Yom Hashoah – Monday April 17-18
Join us in commemorating Yom Hashoah (Holocaust Remembrance Day) tonight at 8:00pm. We will be meeting in the Slifka Lobby, lighting candles, and then walking over to The Women’s Table for a short ceremony.
Here is a short reflection to ponder from Springboard Fellow and Engagement Coordinator Aviva Green.
When I think of this day, the image that comes to me is a library only half full with books. There are shelves packed with volumes, with pages worn with use, dogeared corners and words and sentences underlined. Others are more sparse, with large and spacious gaps between books.
These are the stories of the Holocaust. Some are full of source material and others not. The emptiness in the library, the dusty, cobwebbed gaps in the bookshelf, are the silences.
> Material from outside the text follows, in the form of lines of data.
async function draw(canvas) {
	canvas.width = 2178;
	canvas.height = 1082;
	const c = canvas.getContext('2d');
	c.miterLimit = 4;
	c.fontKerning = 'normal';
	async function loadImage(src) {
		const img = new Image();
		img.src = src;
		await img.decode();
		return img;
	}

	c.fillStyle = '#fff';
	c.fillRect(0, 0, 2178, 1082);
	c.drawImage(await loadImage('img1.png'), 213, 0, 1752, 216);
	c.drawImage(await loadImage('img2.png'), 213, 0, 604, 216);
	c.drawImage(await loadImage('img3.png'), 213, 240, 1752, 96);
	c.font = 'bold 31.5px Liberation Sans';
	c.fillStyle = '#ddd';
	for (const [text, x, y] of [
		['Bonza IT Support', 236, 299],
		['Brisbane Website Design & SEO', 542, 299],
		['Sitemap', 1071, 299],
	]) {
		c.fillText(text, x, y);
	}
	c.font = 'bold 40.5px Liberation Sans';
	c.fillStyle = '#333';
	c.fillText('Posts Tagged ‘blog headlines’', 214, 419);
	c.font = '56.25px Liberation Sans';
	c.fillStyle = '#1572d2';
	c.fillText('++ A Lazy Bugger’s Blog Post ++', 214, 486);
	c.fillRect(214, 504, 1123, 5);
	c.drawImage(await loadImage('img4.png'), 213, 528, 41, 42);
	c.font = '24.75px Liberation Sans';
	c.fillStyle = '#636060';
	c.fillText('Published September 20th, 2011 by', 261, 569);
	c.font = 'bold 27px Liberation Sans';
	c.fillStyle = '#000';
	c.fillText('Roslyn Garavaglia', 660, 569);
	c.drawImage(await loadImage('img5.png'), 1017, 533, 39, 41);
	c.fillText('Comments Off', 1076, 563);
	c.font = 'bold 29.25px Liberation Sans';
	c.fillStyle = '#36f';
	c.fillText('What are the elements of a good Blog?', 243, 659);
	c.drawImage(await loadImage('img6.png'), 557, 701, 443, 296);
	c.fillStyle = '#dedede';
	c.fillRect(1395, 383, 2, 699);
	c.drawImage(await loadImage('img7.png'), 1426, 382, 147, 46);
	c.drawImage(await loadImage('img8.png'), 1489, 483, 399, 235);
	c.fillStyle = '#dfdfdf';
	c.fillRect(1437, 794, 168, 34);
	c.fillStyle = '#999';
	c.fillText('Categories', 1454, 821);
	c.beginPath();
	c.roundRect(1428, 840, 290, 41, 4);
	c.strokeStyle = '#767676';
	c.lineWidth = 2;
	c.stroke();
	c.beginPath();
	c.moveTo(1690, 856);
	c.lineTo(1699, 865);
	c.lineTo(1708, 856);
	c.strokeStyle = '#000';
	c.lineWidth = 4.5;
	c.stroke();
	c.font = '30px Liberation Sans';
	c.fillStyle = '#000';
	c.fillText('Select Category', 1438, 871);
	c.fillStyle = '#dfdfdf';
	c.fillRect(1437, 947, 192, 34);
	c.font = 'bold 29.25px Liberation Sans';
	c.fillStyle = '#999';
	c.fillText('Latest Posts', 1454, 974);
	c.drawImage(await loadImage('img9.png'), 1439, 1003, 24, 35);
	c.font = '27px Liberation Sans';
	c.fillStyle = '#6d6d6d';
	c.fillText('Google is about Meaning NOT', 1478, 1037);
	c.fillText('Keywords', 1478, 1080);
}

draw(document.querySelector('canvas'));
For countless stories there are no papers to sift through, no photos to frame, nothing to make them known to us in the voice to which they belong. It is an impossible archival task. It becomes easy to let these silences become a vacuum, to let them draw you into a dark crevasse, to let them be truly void, and worse, abandoned.
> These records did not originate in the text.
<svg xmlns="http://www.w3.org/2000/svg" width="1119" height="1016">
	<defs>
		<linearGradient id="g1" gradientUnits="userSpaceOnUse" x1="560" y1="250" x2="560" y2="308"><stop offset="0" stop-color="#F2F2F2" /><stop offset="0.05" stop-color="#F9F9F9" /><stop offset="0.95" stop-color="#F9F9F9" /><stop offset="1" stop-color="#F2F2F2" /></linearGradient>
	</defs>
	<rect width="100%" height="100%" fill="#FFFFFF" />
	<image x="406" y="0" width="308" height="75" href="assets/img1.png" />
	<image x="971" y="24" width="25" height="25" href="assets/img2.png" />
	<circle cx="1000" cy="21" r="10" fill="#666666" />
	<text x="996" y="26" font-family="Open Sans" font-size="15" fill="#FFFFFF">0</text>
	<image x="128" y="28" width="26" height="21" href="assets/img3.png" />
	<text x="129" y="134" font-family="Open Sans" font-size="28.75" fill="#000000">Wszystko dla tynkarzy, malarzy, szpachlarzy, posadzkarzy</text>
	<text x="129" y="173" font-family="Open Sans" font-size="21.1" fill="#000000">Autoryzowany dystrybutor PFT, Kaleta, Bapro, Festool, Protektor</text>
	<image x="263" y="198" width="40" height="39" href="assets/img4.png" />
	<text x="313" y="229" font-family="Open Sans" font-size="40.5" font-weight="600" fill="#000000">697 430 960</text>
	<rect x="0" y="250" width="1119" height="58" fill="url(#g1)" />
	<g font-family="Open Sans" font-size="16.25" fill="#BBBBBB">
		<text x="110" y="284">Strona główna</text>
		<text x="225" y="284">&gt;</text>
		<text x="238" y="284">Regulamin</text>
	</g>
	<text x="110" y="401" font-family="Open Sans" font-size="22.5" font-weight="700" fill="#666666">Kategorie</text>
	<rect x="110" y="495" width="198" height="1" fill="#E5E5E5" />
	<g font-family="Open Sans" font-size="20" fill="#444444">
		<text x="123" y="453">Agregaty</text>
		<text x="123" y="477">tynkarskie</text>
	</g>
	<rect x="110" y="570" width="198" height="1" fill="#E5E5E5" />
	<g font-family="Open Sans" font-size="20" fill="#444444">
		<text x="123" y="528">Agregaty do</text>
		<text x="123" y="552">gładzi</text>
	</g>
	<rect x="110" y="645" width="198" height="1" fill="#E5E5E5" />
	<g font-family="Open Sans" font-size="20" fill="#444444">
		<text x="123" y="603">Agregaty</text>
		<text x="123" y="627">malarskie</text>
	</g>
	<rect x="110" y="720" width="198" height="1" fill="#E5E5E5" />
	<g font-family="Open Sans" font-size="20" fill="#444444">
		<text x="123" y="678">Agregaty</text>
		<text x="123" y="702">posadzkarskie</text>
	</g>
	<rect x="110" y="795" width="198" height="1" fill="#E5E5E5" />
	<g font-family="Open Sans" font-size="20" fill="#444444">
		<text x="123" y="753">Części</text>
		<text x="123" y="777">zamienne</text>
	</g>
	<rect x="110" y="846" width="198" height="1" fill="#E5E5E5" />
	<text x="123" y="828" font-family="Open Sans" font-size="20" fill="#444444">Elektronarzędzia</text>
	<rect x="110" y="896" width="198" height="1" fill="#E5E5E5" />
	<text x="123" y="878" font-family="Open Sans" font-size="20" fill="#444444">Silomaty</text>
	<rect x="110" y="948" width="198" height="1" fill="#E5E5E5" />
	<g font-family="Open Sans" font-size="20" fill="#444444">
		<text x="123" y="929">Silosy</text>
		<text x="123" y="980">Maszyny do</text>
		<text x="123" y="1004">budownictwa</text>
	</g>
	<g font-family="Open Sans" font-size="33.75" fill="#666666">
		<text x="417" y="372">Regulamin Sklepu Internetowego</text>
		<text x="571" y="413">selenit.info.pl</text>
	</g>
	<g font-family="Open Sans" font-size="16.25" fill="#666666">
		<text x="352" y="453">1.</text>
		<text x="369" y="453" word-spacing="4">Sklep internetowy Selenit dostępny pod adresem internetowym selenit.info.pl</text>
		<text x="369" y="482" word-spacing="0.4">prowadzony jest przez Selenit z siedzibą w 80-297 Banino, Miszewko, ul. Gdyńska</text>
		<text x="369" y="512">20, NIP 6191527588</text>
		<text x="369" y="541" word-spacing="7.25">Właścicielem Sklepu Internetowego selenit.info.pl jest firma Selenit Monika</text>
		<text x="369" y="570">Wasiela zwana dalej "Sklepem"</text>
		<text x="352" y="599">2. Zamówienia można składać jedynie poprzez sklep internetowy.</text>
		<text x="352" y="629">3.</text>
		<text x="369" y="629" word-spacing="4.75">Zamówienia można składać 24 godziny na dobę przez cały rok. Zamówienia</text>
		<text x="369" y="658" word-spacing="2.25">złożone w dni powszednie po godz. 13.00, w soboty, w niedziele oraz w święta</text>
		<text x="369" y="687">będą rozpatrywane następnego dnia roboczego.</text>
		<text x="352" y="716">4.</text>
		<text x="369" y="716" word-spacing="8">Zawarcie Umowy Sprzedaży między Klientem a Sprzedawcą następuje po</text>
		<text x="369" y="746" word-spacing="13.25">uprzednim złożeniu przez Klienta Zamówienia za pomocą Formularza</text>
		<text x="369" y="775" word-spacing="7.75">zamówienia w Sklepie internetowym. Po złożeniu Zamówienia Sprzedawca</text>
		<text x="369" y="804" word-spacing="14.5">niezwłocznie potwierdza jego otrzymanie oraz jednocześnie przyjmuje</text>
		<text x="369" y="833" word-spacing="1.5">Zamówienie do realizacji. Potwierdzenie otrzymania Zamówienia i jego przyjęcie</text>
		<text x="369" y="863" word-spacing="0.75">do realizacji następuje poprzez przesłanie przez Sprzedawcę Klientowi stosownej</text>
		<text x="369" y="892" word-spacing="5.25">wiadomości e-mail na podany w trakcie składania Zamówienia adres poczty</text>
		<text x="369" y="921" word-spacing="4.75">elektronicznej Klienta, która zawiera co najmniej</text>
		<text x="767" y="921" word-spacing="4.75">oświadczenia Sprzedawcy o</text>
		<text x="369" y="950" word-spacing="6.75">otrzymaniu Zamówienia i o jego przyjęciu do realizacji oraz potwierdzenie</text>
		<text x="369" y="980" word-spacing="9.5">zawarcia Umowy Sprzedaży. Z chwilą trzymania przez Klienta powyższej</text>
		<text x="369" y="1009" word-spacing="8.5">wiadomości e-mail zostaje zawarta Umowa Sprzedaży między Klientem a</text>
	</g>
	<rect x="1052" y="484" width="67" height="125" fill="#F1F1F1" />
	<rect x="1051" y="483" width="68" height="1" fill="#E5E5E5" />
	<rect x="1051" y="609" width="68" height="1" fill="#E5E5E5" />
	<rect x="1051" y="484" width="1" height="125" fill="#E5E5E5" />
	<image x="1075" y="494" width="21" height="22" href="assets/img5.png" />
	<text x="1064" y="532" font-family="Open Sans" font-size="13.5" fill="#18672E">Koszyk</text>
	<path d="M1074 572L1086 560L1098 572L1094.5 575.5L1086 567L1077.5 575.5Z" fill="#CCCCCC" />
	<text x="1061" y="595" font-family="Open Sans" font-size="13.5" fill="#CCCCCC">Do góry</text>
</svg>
But if you listen close enough, these silences vibrate. They hum with faint sounds muffled by a violent erasure. They are tuned to a certain key. The silences are thick and viscous, as if you were to scoop some of it out, it would pour like honey, dripping with the sticky residue of narratives refusing to be forgotten.
For the people for whom we have no tangible record, those who are represented by these silences, we imagine. Not by fabricating their stories, but by thinking expansively. We use our creative and collective power to listen to that certain key. We grieve the loss of a tangible record while creating a whole new one. To turn nothingness into beautiful and haunting renderings of a past that is deeply connected to the present. We turn to poetry, art, music to pick up where the gaps in the bookshelf left off. Through adding these pieces to the bookshelf, we make sure their stories stay alive, remembered, and retold.